| THE PROBLEM |
Please count the lines with the word "node" in the material below, then state the number by itself.

|---|

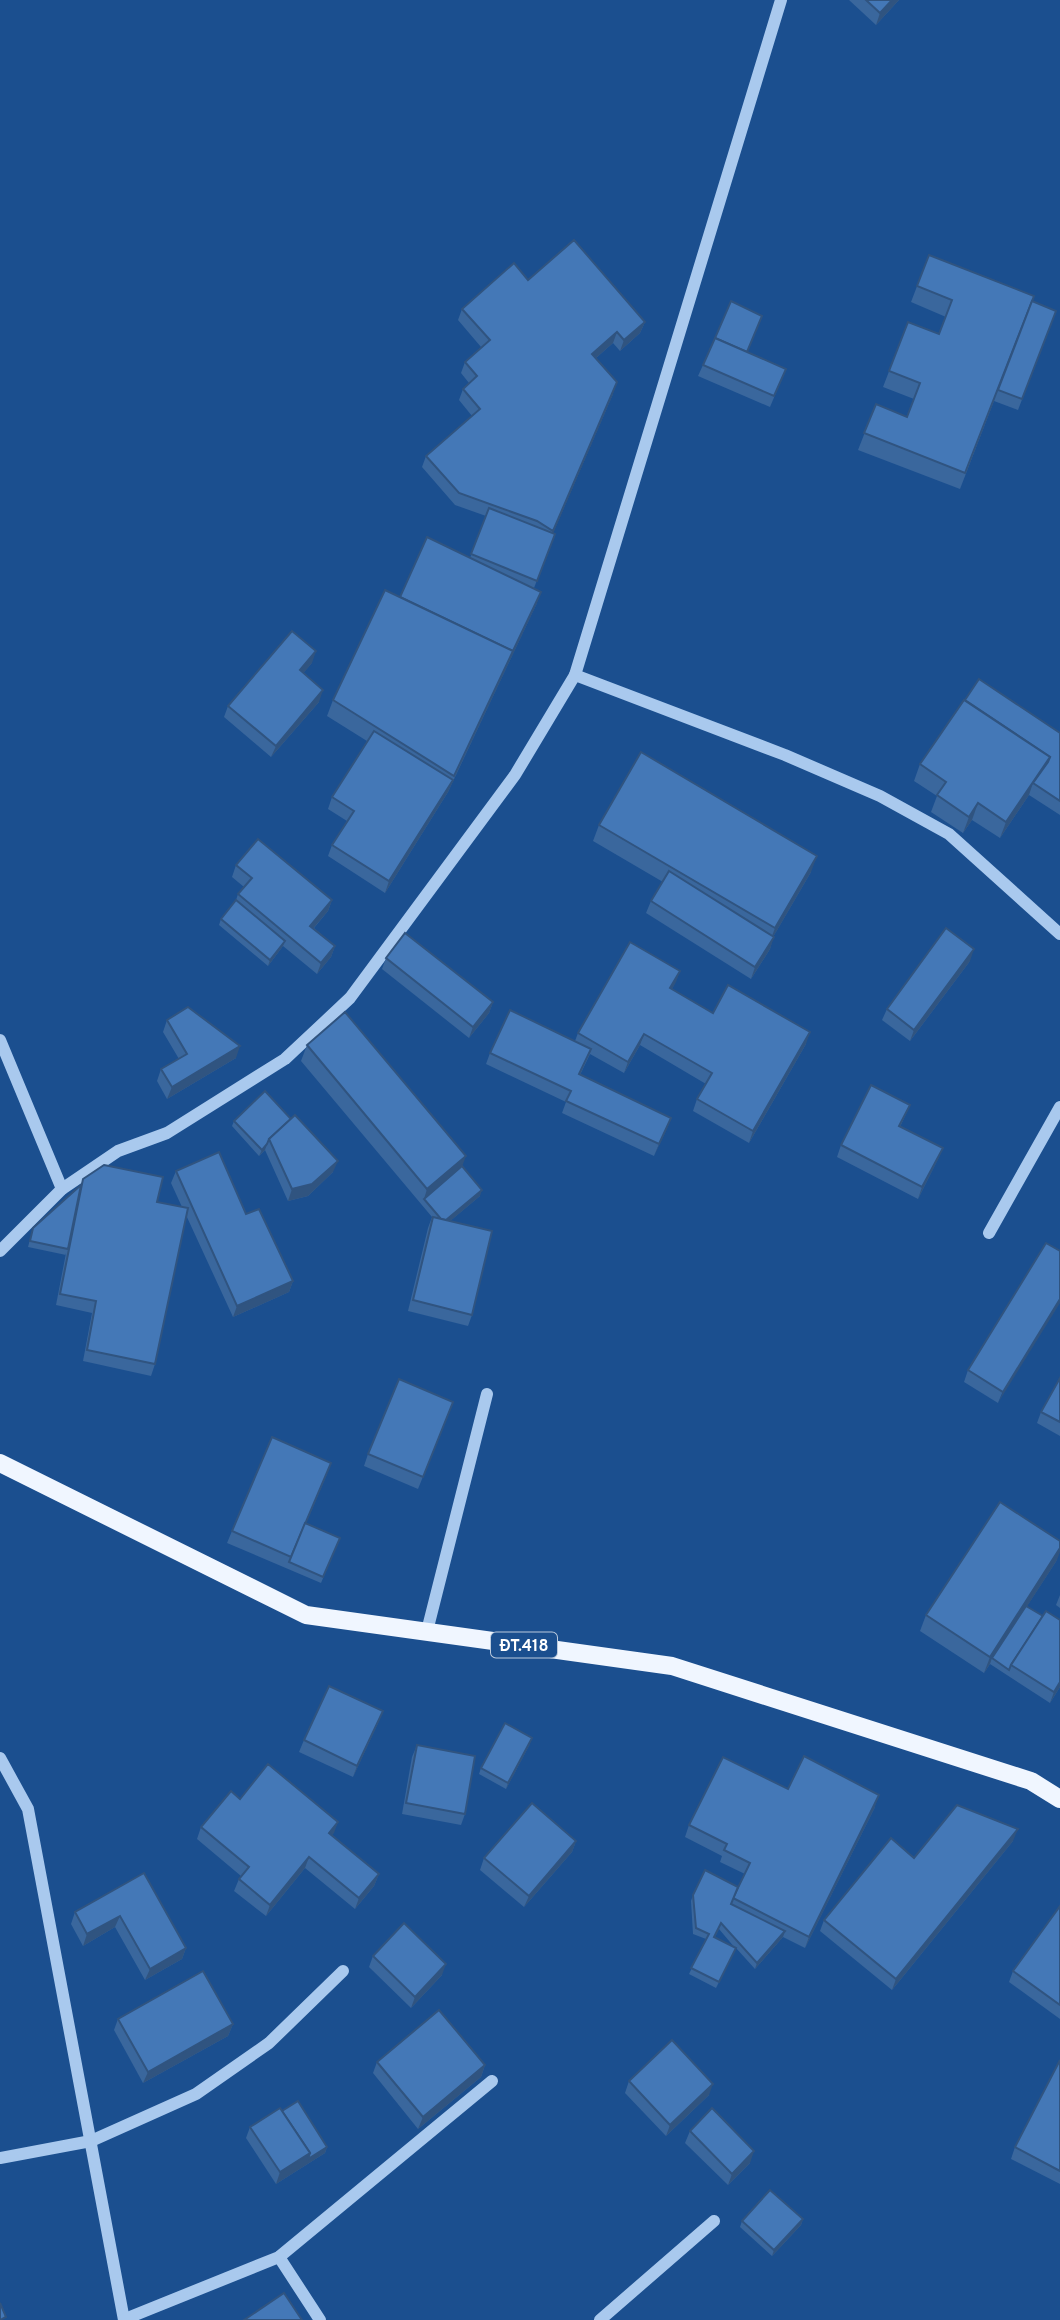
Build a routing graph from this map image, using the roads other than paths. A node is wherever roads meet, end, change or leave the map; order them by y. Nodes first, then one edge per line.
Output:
1 (781, 0) edge
2 (575, 675) junction
3 (1060, 934) edge
4 (0, 1040) edge
5 (1060, 1107) edge
6 (62, 1189) junction
7 (989, 1233) dead end
8 (0, 1251) edge
9 (487, 1394) dead end
10 (0, 1463) edge
11 (427, 1631) junction
12 (0, 1758) edge
13 (1060, 1799) edge
14 (344, 1971) dead end
15 (492, 2081) dead end
16 (91, 2141) junction
17 (0, 2158) edge
18 (715, 2221) dead end
19 (279, 2257) junction
20 (125, 2319) edge
21 (320, 2320) edge
22 (600, 2320) edge

1 - 2 street
2 - 3 street
2 - 6 street
4 - 6 street
5 - 7 street
6 - 8 street
9 - 11 street
10 - 11 main road, ĐT.418
11 - 13 main road, ĐT.418
12 - 16 street
14 - 16 street
15 - 19 street
16 - 17 street
16 - 20 street
18 - 22 street
19 - 20 street
19 - 21 street

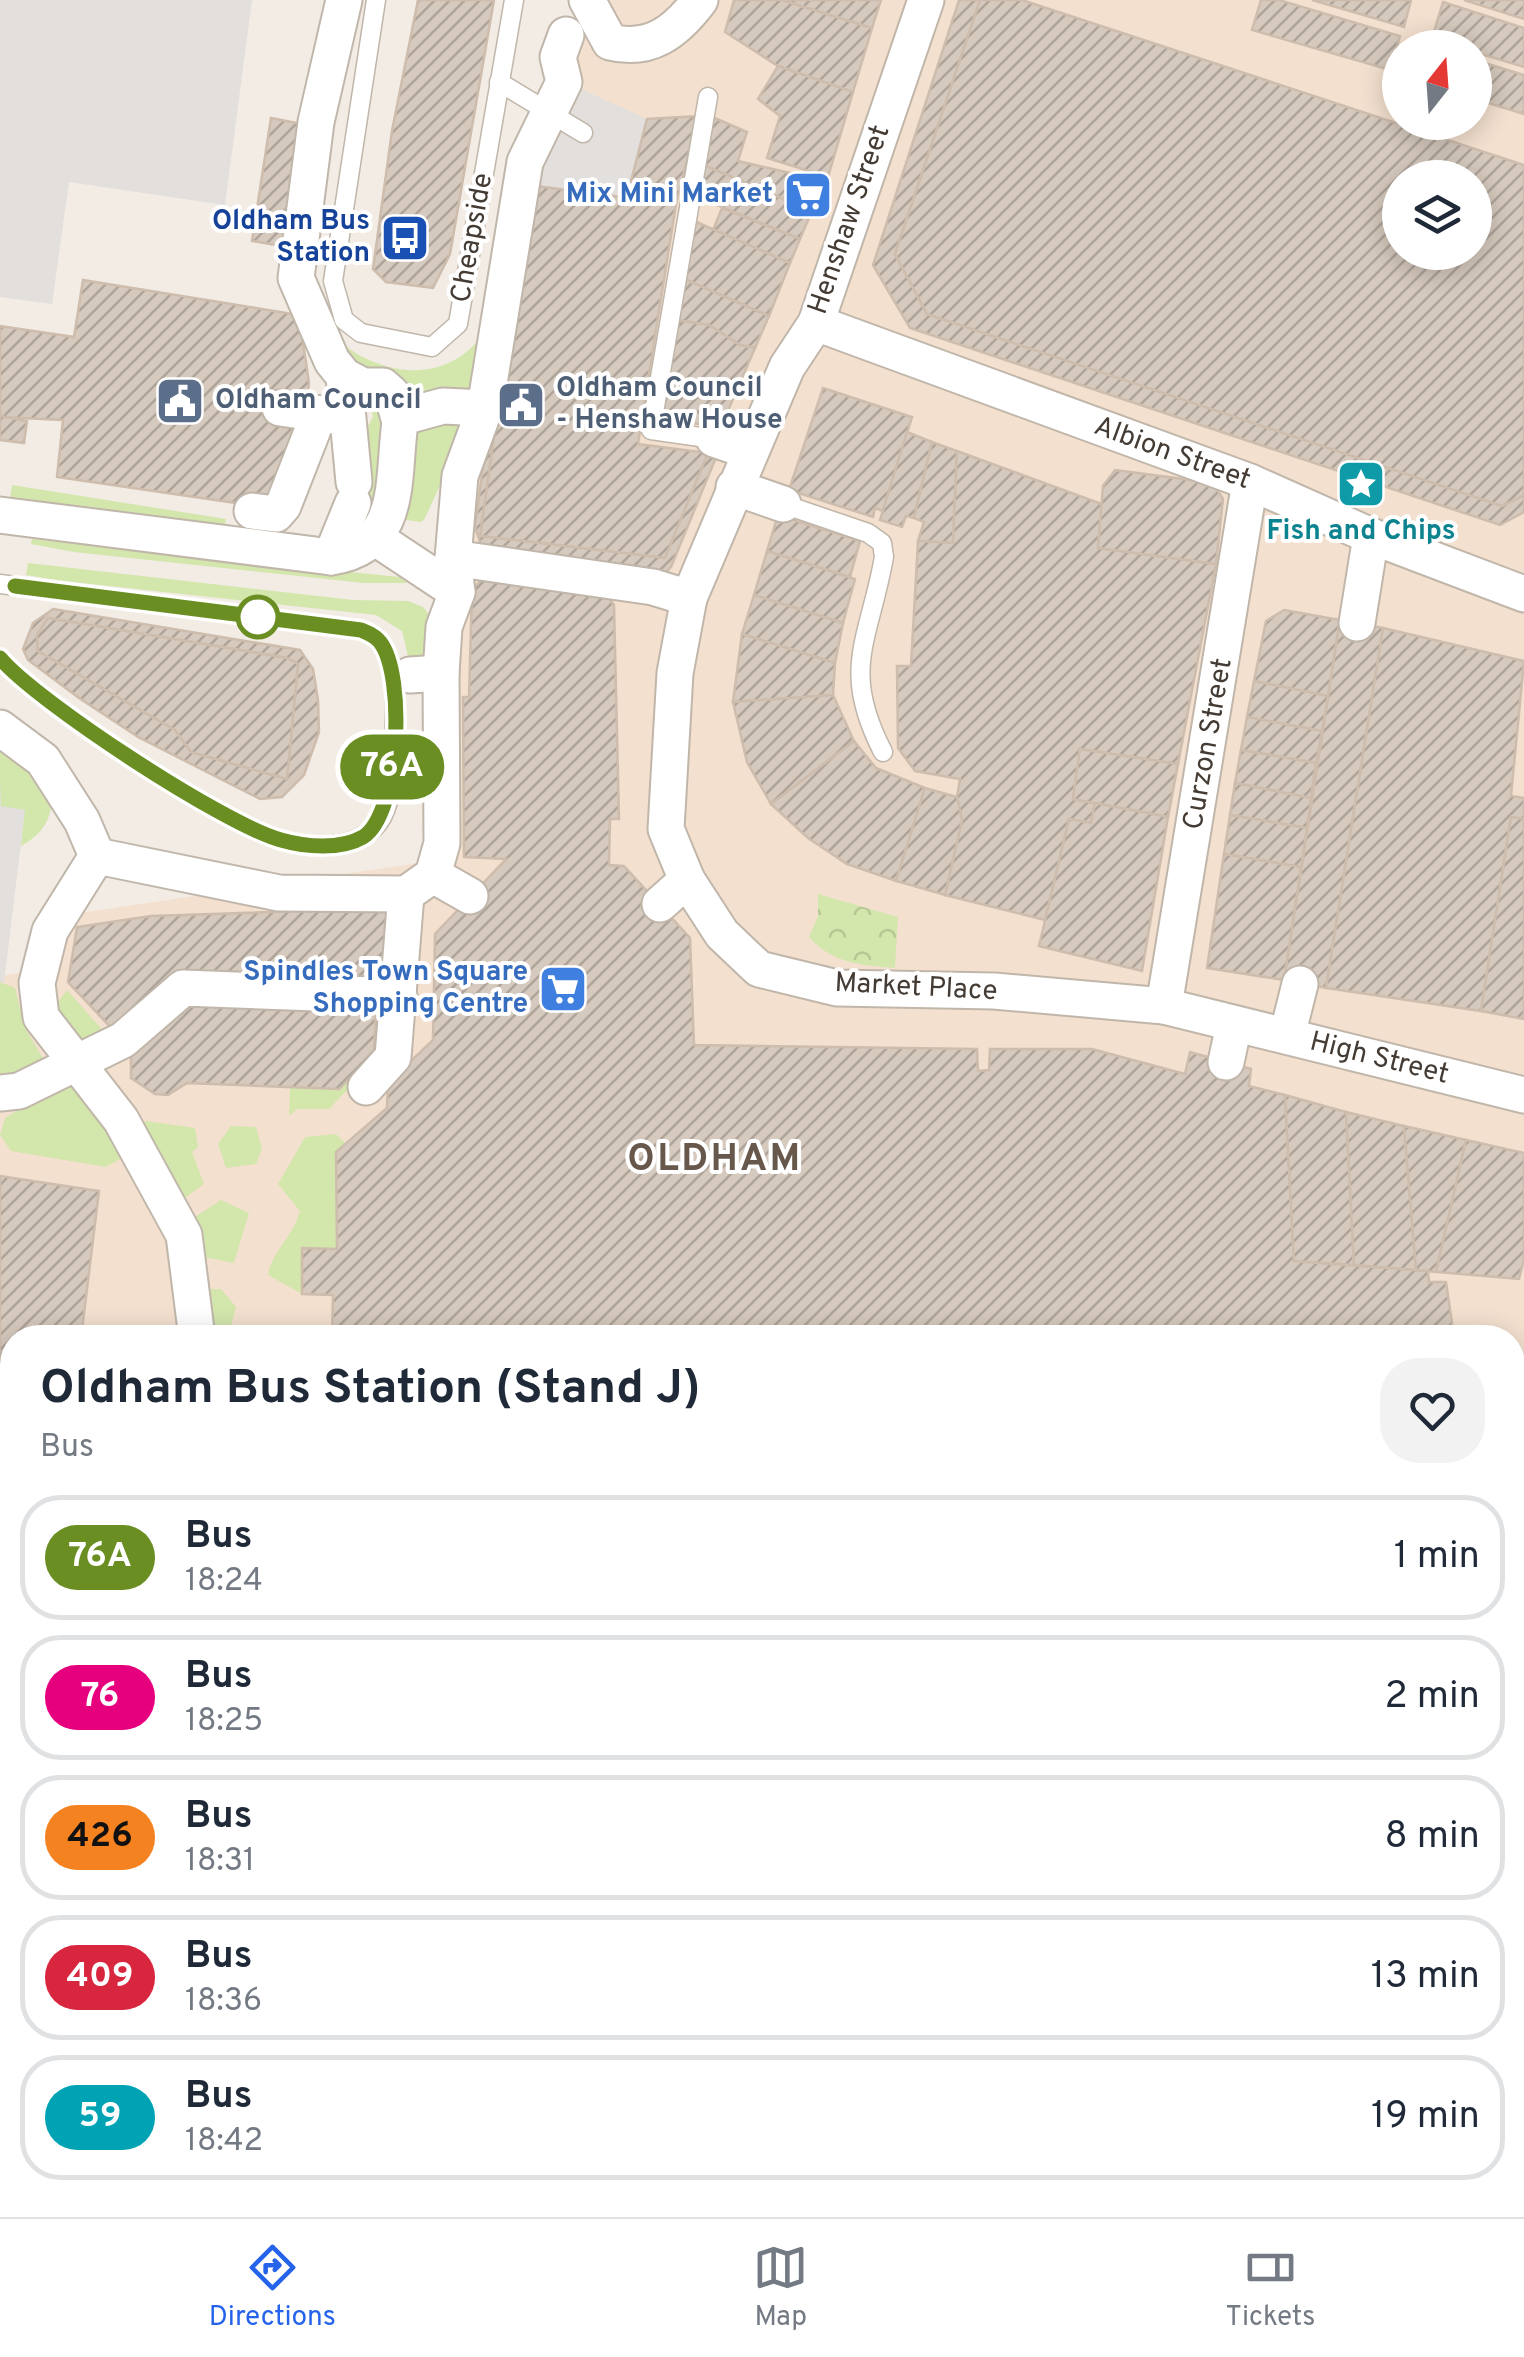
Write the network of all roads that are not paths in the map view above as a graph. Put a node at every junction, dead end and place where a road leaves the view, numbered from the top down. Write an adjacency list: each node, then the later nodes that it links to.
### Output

|---|

| ANSWER TO THIS PROBLEM |
2